La justice restaurative opère un déplacement de perspective, en mettant les victimes au centre. L'Église elle-même pourrait s'en inspirer et repenser son discours sur le pardon, notamment sacramentel. Dans un esprit similaire, lors du Grand Pardon, le judaïsme enjoint les croyants à se présenter devant celles ou ceux qu'ils ont offensés. À travers ses multiples récits qui dévoilent la complexité des rapports humains, la Bible elle-même enseigne qu'il n'est pas de vivre ensemble sans la restauration des relations de fraternité. Confesser un Dieu qui entre en relation avec l'humanité et par là assume ce qui relève de toute relation – le risque de blesser ou d'être blessé – ne mène-t-il pas à poser la question : Dieu peut-il être le destinataire de notre pardon ?

Par sa vie et sa mort en victime innocente de la violence, Jésus révèle la mesure du pardon de Dieu. Pour ne pas interpréter la demande du Notre Père de « pardonner comme Dieu nous pardonne » comme la mise sous condition du pardon, il est important d'entrer dans l'esprit de cette prière : celui d'un amour donné sans limites. Accueillir le caractère inconditionnel de l'amour qui nous est dispensé est l'expérience que font faire les Exercices spirituels. La découverte qu'il est précédé par un amour infini permet au retraitant de se présenter devant le Seigneur sans craindre le jugement.

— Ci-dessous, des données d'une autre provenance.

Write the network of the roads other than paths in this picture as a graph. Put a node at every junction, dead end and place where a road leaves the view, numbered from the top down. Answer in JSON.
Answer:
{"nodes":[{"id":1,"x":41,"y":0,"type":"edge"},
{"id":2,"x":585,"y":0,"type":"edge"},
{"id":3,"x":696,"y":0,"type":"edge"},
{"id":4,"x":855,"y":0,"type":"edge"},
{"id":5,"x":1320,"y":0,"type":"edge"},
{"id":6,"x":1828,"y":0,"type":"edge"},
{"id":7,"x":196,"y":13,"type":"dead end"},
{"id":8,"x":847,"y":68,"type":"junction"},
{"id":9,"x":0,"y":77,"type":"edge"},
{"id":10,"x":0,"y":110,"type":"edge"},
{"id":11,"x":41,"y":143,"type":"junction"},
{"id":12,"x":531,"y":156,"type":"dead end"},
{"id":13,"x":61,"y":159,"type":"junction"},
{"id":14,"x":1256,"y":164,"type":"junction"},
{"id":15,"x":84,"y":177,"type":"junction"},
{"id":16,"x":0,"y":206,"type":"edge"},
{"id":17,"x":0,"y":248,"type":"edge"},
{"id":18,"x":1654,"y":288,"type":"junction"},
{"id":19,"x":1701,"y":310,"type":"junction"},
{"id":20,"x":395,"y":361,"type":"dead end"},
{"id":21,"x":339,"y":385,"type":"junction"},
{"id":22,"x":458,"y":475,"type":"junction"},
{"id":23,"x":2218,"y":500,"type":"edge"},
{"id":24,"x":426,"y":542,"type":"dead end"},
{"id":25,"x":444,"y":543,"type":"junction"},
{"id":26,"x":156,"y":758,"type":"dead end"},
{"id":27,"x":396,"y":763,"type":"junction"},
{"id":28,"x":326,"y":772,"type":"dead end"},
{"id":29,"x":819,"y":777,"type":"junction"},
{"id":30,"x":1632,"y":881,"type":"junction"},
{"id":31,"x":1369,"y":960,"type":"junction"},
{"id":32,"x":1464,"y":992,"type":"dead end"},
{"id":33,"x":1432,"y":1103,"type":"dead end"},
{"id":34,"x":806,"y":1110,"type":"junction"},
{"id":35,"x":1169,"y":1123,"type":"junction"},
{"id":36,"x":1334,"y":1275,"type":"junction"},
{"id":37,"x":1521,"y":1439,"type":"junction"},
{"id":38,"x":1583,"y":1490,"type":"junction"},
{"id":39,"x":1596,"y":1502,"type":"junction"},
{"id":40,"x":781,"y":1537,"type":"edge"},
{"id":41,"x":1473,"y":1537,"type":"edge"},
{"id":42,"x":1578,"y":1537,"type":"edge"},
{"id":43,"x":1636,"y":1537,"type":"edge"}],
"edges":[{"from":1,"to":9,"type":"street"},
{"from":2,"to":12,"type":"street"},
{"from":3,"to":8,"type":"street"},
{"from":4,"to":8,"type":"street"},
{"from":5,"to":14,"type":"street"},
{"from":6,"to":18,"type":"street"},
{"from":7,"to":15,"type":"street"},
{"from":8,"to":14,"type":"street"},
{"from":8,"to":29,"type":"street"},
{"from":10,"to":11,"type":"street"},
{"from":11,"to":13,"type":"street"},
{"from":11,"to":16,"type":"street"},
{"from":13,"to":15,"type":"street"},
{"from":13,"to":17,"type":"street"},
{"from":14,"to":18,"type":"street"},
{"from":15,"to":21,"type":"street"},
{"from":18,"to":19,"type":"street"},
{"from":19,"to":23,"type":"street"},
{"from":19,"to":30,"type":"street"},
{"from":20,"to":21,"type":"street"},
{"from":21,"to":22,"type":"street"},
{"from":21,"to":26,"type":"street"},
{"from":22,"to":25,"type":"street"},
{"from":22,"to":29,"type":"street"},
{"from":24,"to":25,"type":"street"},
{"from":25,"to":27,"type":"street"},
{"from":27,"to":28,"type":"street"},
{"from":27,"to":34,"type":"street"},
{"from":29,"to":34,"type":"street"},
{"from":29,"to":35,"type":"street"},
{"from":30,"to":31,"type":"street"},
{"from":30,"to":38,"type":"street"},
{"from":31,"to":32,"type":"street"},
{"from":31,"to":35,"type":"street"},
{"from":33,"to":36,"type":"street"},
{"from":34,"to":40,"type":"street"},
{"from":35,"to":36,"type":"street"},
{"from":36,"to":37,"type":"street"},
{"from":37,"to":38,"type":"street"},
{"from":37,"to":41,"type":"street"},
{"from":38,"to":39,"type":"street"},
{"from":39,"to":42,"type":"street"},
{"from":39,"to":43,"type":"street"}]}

Si la tâche de pardonner nous semble impossible, c'est parce qu'elle nous convoque au lieu même où division et violence ont triomphé. Jamais garanti, le pardon vient cependant opposer une réponse au mal. Sa puissance et sa faiblesse ne tiennent-elles pas au fait qu'il se dresse sur le lieu même du malheur ? Évoquer le pardon à cet endroit, c'est convoquer le bien absolu : l'amour.